* EXERCISE AIM: Going line by line through the entries below, count those that contain "picture". Give the number by itself.

* DATASET:

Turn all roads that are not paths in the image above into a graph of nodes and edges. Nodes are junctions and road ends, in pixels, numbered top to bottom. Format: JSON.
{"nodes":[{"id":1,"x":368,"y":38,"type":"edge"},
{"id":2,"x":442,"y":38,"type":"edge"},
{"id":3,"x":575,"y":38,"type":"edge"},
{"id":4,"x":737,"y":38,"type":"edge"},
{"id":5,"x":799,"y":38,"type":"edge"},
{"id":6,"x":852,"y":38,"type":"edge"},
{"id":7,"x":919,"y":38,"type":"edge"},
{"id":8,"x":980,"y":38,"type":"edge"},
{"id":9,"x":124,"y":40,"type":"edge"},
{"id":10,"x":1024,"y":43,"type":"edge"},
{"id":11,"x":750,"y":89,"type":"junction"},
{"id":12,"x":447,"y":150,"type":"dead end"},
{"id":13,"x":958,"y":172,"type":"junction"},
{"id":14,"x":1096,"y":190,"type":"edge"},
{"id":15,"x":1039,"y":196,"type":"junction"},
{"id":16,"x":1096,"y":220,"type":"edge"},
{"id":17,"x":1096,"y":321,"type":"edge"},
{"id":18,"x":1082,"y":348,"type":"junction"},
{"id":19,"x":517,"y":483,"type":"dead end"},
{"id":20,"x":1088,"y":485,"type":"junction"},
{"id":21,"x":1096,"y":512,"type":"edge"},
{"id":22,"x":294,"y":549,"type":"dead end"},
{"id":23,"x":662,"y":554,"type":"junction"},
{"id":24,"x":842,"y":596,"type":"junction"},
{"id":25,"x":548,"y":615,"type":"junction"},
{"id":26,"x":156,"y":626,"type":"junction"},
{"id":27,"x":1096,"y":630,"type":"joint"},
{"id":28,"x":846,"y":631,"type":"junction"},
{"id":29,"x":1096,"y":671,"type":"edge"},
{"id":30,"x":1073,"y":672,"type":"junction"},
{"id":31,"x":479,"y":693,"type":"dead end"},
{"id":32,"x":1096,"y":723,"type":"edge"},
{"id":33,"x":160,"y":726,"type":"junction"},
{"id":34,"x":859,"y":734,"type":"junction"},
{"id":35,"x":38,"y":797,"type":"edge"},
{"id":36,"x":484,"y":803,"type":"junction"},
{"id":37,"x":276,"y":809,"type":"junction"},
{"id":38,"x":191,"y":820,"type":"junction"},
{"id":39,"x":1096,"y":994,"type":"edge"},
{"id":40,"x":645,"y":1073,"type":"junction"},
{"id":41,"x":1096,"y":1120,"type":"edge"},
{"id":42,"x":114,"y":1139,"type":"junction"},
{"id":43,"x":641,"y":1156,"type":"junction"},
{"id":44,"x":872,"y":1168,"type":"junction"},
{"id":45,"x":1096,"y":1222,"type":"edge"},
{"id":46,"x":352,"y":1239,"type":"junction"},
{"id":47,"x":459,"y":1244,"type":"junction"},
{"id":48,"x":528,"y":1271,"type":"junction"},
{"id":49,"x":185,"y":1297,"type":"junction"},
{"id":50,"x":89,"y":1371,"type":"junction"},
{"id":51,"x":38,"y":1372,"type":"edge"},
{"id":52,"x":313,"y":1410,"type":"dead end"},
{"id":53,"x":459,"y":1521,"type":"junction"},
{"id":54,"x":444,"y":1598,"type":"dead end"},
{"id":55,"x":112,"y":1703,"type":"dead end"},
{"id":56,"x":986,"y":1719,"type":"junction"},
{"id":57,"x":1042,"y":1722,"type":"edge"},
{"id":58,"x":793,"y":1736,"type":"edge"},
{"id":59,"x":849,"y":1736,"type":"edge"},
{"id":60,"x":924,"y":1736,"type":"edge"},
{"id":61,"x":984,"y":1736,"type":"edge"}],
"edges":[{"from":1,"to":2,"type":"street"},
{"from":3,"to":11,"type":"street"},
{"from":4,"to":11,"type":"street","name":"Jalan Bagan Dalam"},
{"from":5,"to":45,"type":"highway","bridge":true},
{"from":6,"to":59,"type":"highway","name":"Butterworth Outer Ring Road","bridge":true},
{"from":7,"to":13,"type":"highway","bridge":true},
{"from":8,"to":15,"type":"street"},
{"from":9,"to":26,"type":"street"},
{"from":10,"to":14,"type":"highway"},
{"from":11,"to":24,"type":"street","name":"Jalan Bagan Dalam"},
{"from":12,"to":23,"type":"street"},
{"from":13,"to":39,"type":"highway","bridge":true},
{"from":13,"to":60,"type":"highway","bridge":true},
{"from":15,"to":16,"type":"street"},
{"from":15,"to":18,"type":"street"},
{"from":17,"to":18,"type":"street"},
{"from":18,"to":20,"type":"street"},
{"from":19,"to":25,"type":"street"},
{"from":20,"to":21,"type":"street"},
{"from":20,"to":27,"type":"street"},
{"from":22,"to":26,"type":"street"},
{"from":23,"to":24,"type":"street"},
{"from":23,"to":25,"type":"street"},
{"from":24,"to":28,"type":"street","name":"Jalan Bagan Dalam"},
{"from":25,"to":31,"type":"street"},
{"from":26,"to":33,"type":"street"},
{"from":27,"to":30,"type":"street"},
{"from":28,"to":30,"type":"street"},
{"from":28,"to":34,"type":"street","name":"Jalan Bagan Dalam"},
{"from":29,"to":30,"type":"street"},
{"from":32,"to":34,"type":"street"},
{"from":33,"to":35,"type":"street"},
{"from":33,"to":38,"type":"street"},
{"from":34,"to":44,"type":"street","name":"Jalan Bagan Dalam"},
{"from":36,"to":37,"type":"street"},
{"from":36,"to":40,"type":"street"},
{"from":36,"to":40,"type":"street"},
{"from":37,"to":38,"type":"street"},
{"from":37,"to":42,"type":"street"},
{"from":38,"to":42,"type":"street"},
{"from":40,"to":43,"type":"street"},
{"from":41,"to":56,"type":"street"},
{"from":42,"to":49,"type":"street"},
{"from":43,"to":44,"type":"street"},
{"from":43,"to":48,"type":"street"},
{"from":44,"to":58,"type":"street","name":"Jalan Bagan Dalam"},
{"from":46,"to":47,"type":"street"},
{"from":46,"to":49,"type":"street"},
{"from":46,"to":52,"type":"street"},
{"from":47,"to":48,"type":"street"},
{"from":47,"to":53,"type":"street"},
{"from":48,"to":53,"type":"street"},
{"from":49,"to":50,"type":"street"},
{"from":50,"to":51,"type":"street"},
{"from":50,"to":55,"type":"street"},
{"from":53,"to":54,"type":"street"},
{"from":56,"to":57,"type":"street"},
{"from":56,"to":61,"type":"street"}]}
==
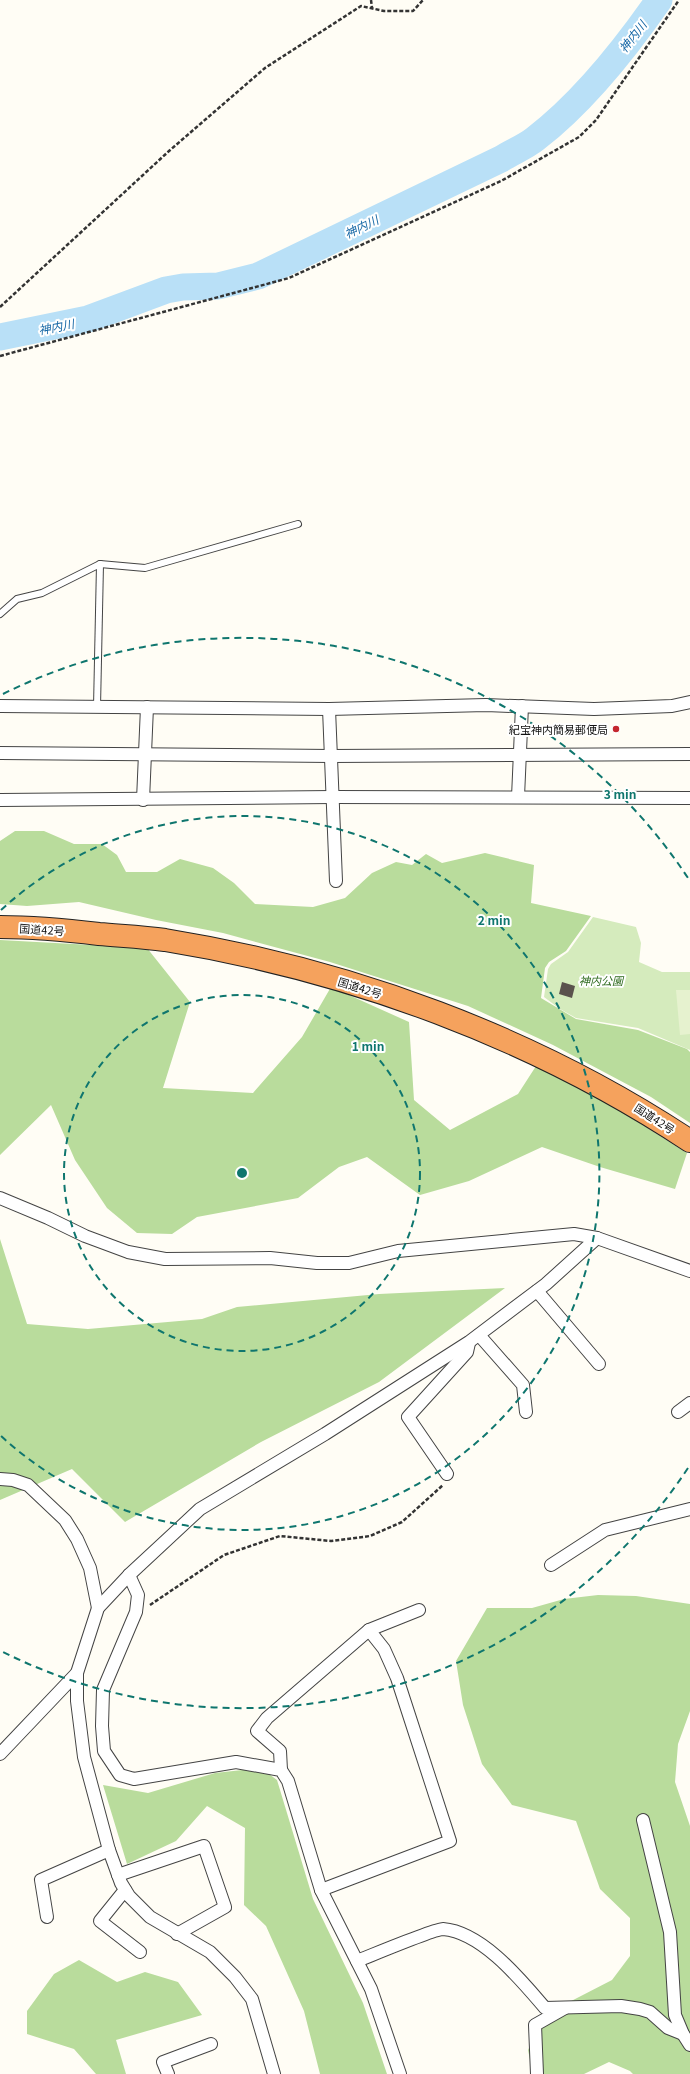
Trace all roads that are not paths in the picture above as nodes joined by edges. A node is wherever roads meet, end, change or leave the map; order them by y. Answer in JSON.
* * *
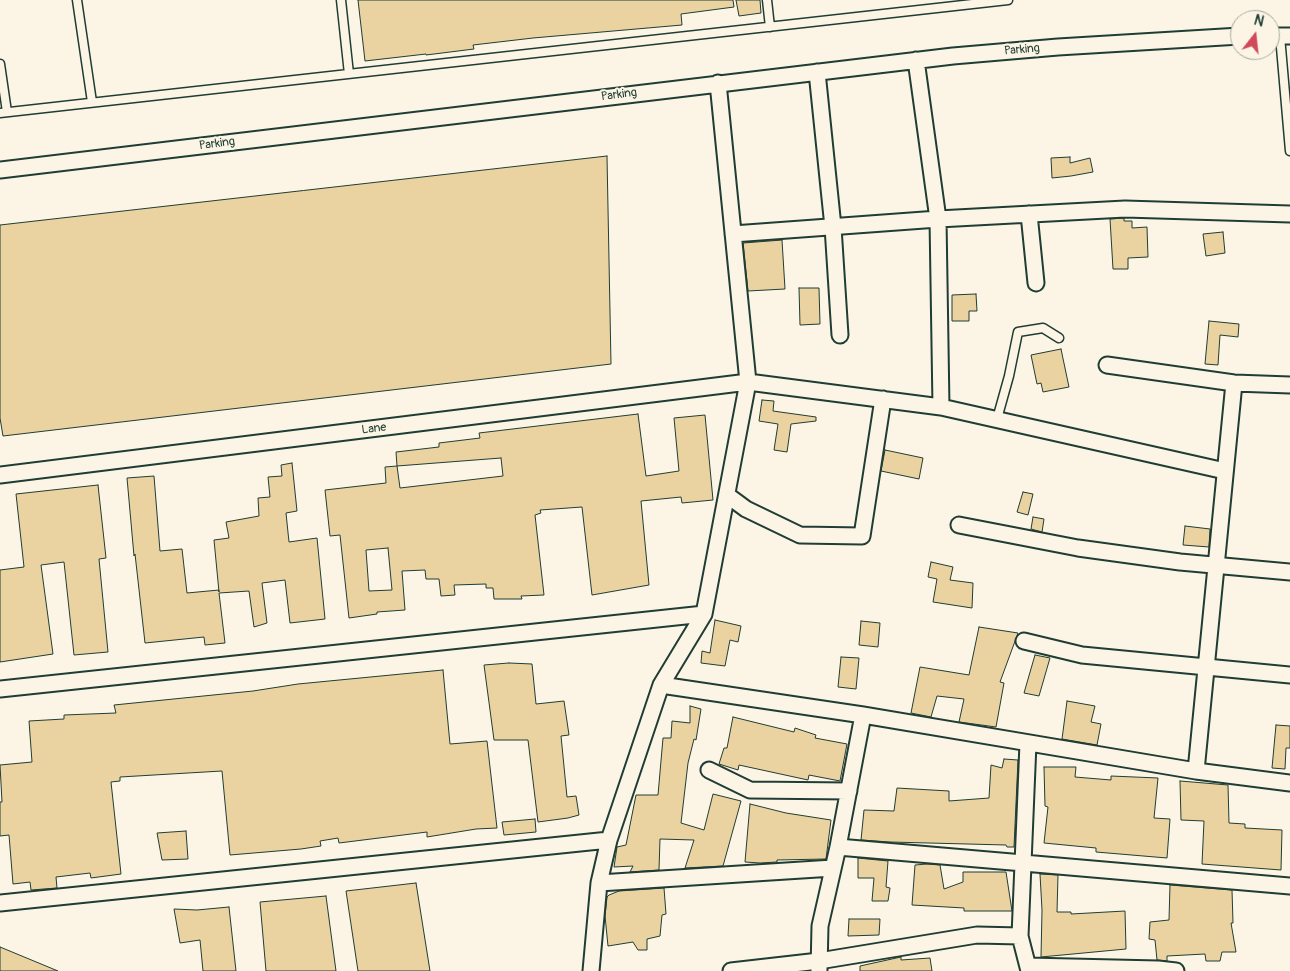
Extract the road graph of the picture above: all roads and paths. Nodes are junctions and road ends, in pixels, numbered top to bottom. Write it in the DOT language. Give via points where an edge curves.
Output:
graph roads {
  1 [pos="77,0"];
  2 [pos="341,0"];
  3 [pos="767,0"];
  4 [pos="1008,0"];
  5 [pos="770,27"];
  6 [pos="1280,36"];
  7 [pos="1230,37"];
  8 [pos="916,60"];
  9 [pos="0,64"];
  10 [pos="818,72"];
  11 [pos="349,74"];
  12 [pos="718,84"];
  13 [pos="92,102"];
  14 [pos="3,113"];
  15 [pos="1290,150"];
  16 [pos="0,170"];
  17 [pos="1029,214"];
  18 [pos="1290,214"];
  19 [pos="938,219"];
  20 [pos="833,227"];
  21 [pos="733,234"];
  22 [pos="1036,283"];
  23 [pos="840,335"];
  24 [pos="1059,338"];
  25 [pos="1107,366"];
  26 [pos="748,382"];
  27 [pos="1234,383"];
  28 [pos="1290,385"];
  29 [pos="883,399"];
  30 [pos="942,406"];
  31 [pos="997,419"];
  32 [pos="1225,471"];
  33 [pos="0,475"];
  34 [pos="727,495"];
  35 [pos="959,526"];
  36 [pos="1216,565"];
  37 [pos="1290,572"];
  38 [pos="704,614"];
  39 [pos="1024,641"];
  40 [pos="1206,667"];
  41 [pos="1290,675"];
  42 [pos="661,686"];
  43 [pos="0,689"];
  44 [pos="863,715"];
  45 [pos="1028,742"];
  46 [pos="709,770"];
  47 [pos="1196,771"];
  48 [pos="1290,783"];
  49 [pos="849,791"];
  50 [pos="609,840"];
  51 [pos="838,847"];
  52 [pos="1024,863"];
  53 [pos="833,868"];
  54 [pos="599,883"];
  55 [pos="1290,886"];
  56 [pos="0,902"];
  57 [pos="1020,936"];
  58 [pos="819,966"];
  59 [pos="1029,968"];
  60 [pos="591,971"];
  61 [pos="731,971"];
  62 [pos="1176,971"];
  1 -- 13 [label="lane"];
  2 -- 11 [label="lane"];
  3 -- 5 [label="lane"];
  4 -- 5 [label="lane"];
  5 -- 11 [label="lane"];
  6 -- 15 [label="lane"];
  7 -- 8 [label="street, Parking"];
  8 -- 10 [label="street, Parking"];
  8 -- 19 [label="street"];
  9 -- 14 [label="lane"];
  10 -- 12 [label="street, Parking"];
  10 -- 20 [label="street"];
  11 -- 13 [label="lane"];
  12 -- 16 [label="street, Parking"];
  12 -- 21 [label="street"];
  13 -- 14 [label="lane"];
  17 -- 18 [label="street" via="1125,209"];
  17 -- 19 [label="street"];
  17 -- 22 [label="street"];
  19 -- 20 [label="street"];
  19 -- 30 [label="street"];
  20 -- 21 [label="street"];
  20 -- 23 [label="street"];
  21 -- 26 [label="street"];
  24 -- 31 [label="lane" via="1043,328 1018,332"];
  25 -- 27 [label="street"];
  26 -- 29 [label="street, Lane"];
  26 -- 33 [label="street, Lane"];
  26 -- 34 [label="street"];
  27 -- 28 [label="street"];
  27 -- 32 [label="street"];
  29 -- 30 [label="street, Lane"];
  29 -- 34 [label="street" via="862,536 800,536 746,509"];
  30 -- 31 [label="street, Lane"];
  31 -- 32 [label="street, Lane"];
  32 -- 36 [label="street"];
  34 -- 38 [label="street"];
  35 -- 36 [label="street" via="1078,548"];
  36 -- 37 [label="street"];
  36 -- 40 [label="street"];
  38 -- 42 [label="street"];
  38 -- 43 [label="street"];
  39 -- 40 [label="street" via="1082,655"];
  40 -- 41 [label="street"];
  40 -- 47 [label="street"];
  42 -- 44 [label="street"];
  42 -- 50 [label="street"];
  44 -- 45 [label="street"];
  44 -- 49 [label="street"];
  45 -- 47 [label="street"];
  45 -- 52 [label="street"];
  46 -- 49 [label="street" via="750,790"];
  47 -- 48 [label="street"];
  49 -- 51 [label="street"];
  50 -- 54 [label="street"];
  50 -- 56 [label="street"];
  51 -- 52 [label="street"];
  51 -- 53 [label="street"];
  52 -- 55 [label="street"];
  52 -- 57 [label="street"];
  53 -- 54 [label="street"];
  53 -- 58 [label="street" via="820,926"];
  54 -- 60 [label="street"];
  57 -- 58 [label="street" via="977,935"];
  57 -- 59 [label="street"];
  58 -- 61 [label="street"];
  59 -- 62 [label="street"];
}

* TASK OUTPUT: 2